You know something is happening but you don’t know what it is. Do you, Mr. Jones?
–Bob Dylan, “Ballad Of A Thin Man”

Those who cannot remember the past are condemned to repeat it.
–George Santayana

The sixties was a tumultuous decade, filled with assassinations, race, student and antiwar riots. This traumatic and dangerous time, when the social fabric was being torn apart, also gave birth to many civil rights movements for marginalized people such as women, gay/lesbian/transgender and people of color. This exhibition at The Autry Museum focuses on the Chicano movement specifically and on La Raza, a newspaper/zine that was crucial to exposing, through text and image, the Chicano movements struggle for social justice from 1967–77.

Recently, a treasure trove archive of 25,000 previously unseen photographs from La Raza have been donated to UCLA to mark the fiftieth anniversary of the founding of the magazine. As part of the Getty Museum’s extensive Pacific Standard Time LA/LA (Los Angeles/Latin America) series, this ambitious historical exhibition aims to elucidate the profound effect the magazine had on the community. “The editors of La Raza adopted a groundbreaking format in which photojournalism combined with art, satire, poetry and political commentary… (to) inspire the Chicano community to activism…”

The curators have divided the exhibition into the following categories: “Place and Space,” “Portraits of the Community,” “Signs of the Times,” “The Body,” “The Other, The State” and “The Principals.” All of the images are film (no digital images, though the whole archive is being digitized for conservation) and in black and white. The consistently well written and historically accurate curatorial wall text is as much the star here as the photographs, which are often shot at rallies and speeches and can appear like snapshots — not particularly aesthetic though still powerful images.

Daniel Zapata, Young families join La Marcha de la Reconquista along a rural highway through Southern California, 1971. Courtesy of the photographer and the UCLA Chicano Studies Research Center. © Daniel Zapata.

The crisp, sunlit photograph by Daniel Zapata “Young Families join La Marca de la Reconquista along a rural highway through Southern California, 1971, is painfully fresh and current in its depiction of an orderly, peaceful line of families that could just as easily be the now infamous Migrant’s Caravan of 2018 that sparked the controversial government shut down.

There are few iconic images of the stature of Dorothea Lange’s Migrant Mother, or Margaret Bourke White’s, World’s Highest Standard of Living. They were already topnotch professional photographers sent out by The WPA to document the depression — which was limitless in its possibilities. The photographers at La Raza were activist/citizen photographers, shooting on the fly frequently in dangerous and unsettled conditions — without the extensive training of the WPA photojournalists.

Maria Marquez-Sanchez, Bail bonds agency engulfed in flames, East L.A., January 31, 1971. Courtesy of the photographer and the UCLA Chicano Studies Research Center. © Maria Marquez-Sanchez.

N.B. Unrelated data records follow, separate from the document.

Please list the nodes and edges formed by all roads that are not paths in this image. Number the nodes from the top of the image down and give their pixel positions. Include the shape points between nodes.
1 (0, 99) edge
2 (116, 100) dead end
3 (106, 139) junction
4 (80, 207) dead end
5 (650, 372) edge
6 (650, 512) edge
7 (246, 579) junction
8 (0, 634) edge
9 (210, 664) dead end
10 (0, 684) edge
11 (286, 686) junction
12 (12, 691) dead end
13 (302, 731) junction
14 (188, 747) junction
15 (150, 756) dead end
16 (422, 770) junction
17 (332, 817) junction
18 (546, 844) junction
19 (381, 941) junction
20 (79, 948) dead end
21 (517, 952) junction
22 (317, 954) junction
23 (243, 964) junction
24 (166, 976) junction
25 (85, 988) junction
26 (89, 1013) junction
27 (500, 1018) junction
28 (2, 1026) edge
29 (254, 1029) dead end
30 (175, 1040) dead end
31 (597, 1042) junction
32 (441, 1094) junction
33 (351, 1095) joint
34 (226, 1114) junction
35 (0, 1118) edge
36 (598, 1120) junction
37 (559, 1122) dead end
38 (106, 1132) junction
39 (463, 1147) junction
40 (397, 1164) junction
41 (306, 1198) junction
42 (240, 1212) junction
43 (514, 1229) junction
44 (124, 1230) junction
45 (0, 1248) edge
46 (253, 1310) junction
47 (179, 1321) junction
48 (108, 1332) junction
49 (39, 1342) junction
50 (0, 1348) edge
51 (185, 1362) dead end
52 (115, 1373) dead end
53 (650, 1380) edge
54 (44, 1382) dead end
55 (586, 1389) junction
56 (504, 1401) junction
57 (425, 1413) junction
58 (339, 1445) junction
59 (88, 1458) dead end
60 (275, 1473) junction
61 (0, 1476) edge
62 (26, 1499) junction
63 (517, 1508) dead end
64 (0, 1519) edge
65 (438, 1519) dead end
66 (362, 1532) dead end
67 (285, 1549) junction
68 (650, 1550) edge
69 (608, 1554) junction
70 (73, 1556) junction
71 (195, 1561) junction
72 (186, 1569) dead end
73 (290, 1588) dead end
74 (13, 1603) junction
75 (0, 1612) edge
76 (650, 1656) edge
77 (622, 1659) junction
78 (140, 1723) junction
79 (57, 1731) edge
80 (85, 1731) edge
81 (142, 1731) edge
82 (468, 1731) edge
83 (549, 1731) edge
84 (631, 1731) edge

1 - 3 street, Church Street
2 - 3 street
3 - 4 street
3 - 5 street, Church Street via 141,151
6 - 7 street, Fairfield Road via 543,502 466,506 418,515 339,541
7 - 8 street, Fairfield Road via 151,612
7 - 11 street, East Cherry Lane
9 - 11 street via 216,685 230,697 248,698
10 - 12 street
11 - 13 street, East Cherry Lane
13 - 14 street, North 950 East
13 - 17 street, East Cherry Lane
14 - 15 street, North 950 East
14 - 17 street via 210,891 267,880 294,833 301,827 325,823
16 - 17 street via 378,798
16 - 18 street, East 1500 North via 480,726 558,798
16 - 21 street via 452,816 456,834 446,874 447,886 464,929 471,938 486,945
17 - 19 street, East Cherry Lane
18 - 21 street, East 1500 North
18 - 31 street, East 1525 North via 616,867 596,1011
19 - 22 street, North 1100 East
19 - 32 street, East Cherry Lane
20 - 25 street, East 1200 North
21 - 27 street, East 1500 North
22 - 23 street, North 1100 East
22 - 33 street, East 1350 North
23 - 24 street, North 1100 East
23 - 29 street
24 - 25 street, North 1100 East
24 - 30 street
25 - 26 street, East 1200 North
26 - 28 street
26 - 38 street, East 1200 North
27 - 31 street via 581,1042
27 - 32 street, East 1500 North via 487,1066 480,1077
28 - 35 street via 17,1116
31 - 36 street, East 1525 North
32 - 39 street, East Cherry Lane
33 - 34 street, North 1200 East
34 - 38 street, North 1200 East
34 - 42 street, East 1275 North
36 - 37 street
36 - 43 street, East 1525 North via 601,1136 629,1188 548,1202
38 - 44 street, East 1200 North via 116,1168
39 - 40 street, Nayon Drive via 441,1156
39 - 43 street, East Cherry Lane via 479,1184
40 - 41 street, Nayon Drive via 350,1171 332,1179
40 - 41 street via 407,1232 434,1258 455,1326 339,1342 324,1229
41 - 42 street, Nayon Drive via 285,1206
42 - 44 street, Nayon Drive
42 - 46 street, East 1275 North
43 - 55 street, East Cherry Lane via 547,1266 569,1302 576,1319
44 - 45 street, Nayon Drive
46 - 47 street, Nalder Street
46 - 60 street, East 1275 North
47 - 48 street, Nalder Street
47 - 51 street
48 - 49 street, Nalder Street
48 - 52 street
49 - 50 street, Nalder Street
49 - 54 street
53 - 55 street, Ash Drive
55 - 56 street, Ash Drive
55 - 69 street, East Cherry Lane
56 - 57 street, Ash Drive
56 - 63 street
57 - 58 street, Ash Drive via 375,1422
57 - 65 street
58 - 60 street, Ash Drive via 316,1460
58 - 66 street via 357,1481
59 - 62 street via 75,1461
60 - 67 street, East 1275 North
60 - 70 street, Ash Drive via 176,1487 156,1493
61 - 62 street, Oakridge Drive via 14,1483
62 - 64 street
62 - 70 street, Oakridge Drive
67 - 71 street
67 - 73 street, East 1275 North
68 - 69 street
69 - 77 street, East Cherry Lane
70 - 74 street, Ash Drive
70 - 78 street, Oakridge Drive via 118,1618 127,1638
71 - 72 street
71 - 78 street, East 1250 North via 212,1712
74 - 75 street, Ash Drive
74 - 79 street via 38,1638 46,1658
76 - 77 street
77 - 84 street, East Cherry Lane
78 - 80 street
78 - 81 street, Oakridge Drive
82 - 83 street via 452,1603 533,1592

However, Maria Marquez-Sanchez’s Bail Bonds agency engulfed in flames, East L.A., Jan. 31, 1971 is a striking image capturing an out of control blaze, with the fire sending up bilious gusts of smoke, bellowing out like a geyser. Backlit at dusk, this conflagration is right next to the bold sign, which reads “Bail Bonds.” The subtext of this powerful image — the specter of racial profiling, unfair imprisonment and police brutality — makes this image both profound and startlingly contemporary.

Raul Ruiz, L.A. Police officers at the Los Angeles Civic Center demonstration, circa 1970. Courtesy of the photographer and the UCLA Chicano Studies Research Center. © Raul Ruiz.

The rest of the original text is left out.